#### Records shown ####
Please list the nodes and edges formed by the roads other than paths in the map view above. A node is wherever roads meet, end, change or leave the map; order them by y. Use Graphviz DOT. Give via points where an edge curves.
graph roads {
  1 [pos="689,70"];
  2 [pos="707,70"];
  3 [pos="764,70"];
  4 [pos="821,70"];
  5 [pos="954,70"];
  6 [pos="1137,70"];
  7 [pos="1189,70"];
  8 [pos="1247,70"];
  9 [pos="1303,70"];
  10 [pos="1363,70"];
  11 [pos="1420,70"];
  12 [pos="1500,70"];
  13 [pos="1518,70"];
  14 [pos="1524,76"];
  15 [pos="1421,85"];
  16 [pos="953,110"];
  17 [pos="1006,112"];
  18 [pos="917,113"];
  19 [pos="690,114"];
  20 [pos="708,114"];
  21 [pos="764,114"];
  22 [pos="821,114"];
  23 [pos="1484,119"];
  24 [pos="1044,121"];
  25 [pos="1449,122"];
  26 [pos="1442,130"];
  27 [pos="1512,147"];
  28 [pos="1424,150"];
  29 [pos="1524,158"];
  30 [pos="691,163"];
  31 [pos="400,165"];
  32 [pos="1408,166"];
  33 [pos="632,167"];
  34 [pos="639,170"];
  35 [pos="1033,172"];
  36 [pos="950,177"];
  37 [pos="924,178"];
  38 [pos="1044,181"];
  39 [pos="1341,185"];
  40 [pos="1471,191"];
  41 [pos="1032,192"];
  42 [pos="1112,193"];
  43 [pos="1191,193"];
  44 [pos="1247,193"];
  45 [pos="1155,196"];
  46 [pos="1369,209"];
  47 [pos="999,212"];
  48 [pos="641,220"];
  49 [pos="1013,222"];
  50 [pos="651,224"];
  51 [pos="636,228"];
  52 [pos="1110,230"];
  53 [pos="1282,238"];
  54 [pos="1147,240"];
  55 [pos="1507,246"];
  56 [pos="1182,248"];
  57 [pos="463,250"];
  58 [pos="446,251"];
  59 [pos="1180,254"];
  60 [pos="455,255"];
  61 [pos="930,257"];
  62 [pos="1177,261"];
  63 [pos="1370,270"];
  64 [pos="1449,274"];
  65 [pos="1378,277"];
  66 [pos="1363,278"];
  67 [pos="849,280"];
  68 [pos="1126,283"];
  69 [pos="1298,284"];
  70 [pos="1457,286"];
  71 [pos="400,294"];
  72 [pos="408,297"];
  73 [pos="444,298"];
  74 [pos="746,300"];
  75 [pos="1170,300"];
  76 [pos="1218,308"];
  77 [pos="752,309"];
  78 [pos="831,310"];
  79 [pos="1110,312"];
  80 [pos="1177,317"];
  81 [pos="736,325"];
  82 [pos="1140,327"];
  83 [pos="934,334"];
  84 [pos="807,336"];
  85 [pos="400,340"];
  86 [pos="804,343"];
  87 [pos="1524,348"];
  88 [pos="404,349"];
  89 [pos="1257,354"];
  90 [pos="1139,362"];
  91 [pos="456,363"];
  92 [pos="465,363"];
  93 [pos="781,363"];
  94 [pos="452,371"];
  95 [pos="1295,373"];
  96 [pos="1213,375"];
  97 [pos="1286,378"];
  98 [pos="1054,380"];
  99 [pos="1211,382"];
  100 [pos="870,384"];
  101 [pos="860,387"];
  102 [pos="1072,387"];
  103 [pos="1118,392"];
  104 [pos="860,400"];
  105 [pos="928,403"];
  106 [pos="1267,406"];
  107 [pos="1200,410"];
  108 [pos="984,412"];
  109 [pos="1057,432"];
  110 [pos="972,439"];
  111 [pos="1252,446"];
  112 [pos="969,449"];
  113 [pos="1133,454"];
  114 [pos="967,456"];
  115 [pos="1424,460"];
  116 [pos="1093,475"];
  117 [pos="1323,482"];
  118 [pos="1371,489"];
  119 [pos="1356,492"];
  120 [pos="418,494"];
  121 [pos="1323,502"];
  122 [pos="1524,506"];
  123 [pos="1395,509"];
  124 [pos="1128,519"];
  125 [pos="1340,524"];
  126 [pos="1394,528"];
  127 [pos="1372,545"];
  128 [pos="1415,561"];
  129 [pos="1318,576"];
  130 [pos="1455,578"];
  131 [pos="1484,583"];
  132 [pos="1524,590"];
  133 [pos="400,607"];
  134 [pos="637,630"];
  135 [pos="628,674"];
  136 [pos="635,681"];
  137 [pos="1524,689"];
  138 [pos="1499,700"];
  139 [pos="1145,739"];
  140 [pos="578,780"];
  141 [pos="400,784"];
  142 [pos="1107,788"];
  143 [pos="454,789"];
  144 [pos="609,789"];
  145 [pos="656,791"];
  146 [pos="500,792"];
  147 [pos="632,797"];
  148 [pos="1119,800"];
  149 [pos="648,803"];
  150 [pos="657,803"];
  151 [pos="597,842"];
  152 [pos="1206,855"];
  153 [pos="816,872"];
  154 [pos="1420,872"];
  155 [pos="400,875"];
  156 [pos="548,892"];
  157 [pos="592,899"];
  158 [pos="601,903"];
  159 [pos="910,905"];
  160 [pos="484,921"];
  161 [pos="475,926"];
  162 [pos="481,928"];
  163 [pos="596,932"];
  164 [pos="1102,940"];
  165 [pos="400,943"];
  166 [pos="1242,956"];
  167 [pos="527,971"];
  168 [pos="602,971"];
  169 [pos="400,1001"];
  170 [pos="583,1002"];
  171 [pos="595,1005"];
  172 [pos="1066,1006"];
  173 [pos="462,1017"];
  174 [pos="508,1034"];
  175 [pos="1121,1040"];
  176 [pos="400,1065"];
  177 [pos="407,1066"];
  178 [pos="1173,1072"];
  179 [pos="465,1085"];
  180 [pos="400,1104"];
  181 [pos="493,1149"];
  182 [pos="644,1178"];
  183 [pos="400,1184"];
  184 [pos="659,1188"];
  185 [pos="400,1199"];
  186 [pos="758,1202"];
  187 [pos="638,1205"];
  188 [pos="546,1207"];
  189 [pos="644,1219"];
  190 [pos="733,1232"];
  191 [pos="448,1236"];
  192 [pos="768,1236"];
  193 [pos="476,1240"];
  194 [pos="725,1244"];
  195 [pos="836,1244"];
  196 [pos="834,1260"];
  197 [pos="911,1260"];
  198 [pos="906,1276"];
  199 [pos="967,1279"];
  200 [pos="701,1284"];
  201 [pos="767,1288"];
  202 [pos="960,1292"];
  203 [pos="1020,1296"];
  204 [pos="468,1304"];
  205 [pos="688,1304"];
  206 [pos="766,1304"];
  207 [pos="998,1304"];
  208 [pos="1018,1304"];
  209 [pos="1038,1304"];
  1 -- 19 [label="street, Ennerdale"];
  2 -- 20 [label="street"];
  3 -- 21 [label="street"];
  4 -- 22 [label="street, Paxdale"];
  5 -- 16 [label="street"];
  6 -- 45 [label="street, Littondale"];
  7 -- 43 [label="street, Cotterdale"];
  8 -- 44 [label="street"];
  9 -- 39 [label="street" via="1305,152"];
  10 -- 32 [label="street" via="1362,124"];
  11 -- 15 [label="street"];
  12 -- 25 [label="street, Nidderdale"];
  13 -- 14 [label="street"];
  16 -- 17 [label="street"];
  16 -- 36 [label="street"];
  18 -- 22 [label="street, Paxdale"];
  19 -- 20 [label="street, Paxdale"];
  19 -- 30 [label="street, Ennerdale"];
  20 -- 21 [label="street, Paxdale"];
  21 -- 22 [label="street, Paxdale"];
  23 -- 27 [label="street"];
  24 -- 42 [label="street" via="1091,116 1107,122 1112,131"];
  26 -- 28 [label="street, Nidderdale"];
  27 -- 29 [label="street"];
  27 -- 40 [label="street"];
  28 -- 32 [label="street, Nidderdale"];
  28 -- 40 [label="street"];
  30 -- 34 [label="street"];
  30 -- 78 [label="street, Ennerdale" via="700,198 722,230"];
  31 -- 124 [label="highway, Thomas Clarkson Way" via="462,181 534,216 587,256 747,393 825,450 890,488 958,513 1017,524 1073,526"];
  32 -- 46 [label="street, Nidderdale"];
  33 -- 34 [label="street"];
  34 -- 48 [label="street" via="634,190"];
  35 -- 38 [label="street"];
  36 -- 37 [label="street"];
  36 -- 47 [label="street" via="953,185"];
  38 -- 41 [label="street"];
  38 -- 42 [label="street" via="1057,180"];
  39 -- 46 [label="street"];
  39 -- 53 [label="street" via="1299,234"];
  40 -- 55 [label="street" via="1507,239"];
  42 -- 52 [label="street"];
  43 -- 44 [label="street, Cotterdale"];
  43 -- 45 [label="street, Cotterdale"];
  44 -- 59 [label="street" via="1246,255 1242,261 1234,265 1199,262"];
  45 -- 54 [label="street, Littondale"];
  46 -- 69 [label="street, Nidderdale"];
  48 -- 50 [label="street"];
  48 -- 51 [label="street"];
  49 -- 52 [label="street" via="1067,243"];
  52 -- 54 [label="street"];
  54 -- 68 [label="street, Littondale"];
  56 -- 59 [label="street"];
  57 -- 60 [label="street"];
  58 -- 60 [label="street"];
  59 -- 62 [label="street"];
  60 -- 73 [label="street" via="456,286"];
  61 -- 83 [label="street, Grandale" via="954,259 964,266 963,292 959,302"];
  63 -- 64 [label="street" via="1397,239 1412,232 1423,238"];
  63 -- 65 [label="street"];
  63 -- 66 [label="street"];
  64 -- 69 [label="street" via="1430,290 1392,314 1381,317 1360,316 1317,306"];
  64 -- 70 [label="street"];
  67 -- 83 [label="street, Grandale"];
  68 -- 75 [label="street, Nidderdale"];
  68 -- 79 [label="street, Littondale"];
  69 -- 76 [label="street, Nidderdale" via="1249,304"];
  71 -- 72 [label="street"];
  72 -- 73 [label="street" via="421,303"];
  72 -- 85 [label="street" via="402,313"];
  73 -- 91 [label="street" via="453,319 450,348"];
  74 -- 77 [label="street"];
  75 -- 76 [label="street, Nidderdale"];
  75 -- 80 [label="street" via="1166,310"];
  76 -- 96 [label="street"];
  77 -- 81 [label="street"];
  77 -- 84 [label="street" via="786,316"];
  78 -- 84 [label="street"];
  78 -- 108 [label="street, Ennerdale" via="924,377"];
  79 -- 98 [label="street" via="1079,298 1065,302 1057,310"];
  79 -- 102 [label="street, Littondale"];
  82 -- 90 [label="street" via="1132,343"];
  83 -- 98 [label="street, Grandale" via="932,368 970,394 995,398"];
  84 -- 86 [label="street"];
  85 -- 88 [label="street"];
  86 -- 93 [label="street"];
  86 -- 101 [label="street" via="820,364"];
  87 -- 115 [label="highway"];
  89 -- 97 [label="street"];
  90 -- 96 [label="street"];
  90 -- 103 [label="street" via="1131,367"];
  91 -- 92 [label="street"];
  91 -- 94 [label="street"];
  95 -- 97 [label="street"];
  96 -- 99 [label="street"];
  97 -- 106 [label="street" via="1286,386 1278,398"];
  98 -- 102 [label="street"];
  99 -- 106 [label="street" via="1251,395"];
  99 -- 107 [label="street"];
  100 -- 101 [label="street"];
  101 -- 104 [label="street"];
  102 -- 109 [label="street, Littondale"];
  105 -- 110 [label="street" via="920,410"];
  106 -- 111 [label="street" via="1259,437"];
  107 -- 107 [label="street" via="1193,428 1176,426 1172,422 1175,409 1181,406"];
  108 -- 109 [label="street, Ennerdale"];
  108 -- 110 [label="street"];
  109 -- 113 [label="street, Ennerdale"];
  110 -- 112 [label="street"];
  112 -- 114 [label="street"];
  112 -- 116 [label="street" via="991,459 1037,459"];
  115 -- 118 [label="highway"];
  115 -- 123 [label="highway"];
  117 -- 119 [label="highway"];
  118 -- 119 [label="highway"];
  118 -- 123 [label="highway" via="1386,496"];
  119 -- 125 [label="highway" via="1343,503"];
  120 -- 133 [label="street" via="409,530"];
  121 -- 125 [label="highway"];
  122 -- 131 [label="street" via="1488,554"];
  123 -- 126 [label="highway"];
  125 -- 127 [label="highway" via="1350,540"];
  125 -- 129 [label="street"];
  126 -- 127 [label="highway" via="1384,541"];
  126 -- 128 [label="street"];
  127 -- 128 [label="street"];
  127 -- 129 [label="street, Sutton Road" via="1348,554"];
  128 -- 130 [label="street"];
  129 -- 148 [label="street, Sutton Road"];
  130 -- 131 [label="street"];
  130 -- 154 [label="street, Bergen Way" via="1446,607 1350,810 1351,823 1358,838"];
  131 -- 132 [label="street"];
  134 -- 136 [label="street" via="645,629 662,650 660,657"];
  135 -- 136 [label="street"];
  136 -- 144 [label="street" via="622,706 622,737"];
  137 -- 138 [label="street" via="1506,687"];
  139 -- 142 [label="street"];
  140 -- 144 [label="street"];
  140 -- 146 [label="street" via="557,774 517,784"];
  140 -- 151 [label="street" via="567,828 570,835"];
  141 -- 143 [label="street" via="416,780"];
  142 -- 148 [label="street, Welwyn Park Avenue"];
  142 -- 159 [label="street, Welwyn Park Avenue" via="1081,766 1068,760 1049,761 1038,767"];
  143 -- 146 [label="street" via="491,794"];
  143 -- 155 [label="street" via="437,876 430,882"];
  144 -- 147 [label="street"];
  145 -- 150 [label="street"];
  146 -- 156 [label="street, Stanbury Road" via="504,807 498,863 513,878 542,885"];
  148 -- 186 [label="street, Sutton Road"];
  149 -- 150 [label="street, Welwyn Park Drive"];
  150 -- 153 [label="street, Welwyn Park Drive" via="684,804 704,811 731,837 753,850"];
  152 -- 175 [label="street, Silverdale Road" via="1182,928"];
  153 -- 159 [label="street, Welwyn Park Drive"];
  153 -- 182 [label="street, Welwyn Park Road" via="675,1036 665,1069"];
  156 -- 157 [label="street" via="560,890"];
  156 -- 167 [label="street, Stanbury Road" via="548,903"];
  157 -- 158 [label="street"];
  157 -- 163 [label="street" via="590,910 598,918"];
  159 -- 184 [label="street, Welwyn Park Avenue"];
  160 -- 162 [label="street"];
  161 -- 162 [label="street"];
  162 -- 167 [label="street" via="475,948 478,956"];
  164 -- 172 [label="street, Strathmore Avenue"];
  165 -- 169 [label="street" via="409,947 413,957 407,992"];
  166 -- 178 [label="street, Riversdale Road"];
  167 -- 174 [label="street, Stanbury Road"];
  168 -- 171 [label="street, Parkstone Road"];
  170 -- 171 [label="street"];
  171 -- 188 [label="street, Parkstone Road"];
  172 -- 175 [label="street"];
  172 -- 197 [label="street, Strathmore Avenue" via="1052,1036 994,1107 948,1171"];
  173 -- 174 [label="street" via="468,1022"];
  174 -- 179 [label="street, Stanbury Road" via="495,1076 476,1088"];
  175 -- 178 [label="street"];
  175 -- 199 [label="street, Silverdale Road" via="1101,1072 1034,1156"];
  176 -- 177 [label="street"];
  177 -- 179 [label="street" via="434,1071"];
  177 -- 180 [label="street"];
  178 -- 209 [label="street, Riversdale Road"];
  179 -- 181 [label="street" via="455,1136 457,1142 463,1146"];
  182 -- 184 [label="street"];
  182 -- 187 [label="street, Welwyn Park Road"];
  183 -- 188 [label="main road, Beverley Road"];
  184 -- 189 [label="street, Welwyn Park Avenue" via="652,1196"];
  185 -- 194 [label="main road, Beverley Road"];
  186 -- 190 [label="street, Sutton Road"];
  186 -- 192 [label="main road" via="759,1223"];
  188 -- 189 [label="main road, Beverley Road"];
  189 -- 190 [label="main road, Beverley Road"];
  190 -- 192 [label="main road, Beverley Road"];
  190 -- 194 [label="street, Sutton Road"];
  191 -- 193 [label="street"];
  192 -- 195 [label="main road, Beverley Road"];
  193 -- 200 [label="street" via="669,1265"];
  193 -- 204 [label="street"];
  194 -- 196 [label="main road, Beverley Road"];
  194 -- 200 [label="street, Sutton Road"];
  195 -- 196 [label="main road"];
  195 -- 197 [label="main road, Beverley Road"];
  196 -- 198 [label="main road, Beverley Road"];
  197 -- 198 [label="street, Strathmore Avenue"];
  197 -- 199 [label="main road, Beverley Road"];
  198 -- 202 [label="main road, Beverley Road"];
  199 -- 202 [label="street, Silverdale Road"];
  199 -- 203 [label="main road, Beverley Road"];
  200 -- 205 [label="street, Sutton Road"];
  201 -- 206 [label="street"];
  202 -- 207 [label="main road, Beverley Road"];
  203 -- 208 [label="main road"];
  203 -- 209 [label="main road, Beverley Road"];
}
####
**Goal of the exercise**
From the data above, state how many lines hold the string "Drive", and give the number without other words.

**Solution to the problem**
3